Problem requirements: In full and without alteration, write out the lines below.

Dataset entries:
*** Begin section ***

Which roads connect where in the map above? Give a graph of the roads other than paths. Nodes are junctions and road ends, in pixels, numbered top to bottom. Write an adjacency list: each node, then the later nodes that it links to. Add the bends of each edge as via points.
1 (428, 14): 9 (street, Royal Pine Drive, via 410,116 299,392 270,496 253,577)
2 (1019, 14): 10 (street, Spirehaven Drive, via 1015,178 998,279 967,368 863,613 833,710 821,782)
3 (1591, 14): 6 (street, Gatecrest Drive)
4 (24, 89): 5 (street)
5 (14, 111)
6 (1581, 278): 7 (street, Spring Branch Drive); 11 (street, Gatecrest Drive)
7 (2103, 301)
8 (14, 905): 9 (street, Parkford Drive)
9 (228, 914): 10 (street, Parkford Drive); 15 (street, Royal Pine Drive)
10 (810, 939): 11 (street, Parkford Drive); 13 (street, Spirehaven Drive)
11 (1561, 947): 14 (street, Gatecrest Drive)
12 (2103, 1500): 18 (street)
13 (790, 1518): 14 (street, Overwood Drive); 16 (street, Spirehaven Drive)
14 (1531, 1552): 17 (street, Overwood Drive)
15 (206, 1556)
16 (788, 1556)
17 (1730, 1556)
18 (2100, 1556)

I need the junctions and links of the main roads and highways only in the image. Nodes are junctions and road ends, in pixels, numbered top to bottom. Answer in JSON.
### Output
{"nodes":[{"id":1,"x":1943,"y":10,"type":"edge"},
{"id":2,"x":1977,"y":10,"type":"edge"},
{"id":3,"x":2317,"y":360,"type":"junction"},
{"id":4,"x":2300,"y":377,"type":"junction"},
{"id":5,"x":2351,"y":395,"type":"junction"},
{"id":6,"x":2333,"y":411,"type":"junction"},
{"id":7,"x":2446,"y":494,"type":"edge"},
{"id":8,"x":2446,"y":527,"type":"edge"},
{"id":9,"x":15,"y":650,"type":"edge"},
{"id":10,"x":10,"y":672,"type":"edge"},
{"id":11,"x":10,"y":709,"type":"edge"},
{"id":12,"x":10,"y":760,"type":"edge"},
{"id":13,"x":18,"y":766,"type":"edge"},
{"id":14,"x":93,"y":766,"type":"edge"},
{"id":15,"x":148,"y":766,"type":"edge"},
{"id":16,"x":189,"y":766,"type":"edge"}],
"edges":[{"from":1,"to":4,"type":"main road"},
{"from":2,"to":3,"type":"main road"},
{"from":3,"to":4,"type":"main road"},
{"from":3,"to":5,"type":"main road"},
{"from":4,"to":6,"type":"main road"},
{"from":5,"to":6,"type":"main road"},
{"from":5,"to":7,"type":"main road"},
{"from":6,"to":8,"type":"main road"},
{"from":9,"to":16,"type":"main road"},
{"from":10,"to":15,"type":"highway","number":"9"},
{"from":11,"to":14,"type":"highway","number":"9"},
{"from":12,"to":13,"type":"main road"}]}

*** End section ***

Result of the task:
Which roads connect where in the map above? Give a graph of the roads other than paths. Nodes are junctions and road ends, in pixels, numbered top to bottom. Write an adjacency list: each node, then the later nodes that it links to. Add the bends of each edge as via points.
1 (428, 14): 9 (street, Royal Pine Drive, via 410,116 299,392 270,496 253,577)
2 (1019, 14): 10 (street, Spirehaven Drive, via 1015,178 998,279 967,368 863,613 833,710 821,782)
3 (1591, 14): 6 (street, Gatecrest Drive)
4 (24, 89): 5 (street)
5 (14, 111)
6 (1581, 278): 7 (street, Spring Branch Drive); 11 (street, Gatecrest Drive)
7 (2103, 301)
8 (14, 905): 9 (street, Parkford Drive)
9 (228, 914): 10 (street, Parkford Drive); 15 (street, Royal Pine Drive)
10 (810, 939): 11 (street, Parkford Drive); 13 (street, Spirehaven Drive)
11 (1561, 947): 14 (street, Gatecrest Drive)
12 (2103, 1500): 18 (street)
13 (790, 1518): 14 (street, Overwood Drive); 16 (street, Spirehaven Drive)
14 (1531, 1552): 17 (street, Overwood Drive)
15 (206, 1556)
16 (788, 1556)
17 (1730, 1556)
18 (2100, 1556)

I need the junctions and links of the main roads and highways only in the image. Nodes are junctions and road ends, in pixels, numbered top to bottom. Answer in JSON.
### Output
{"nodes":[{"id":1,"x":1943,"y":10,"type":"edge"},
{"id":2,"x":1977,"y":10,"type":"edge"},
{"id":3,"x":2317,"y":360,"type":"junction"},
{"id":4,"x":2300,"y":377,"type":"junction"},
{"id":5,"x":2351,"y":395,"type":"junction"},
{"id":6,"x":2333,"y":411,"type":"junction"},
{"id":7,"x":2446,"y":494,"type":"edge"},
{"id":8,"x":2446,"y":527,"type":"edge"},
{"id":9,"x":15,"y":650,"type":"edge"},
{"id":10,"x":10,"y":672,"type":"edge"},
{"id":11,"x":10,"y":709,"type":"edge"},
{"id":12,"x":10,"y":760,"type":"edge"},
{"id":13,"x":18,"y":766,"type":"edge"},
{"id":14,"x":93,"y":766,"type":"edge"},
{"id":15,"x":148,"y":766,"type":"edge"},
{"id":16,"x":189,"y":766,"type":"edge"}],
"edges":[{"from":1,"to":4,"type":"main road"},
{"from":2,"to":3,"type":"main road"},
{"from":3,"to":4,"type":"main road"},
{"from":3,"to":5,"type":"main road"},
{"from":4,"to":6,"type":"main road"},
{"from":5,"to":6,"type":"main road"},
{"from":5,"to":7,"type":"main road"},
{"from":6,"to":8,"type":"main road"},
{"from":9,"to":16,"type":"main road"},
{"from":10,"to":15,"type":"highway","number":"9"},
{"from":11,"to":14,"type":"highway","number":"9"},
{"from":12,"to":13,"type":"main road"}]}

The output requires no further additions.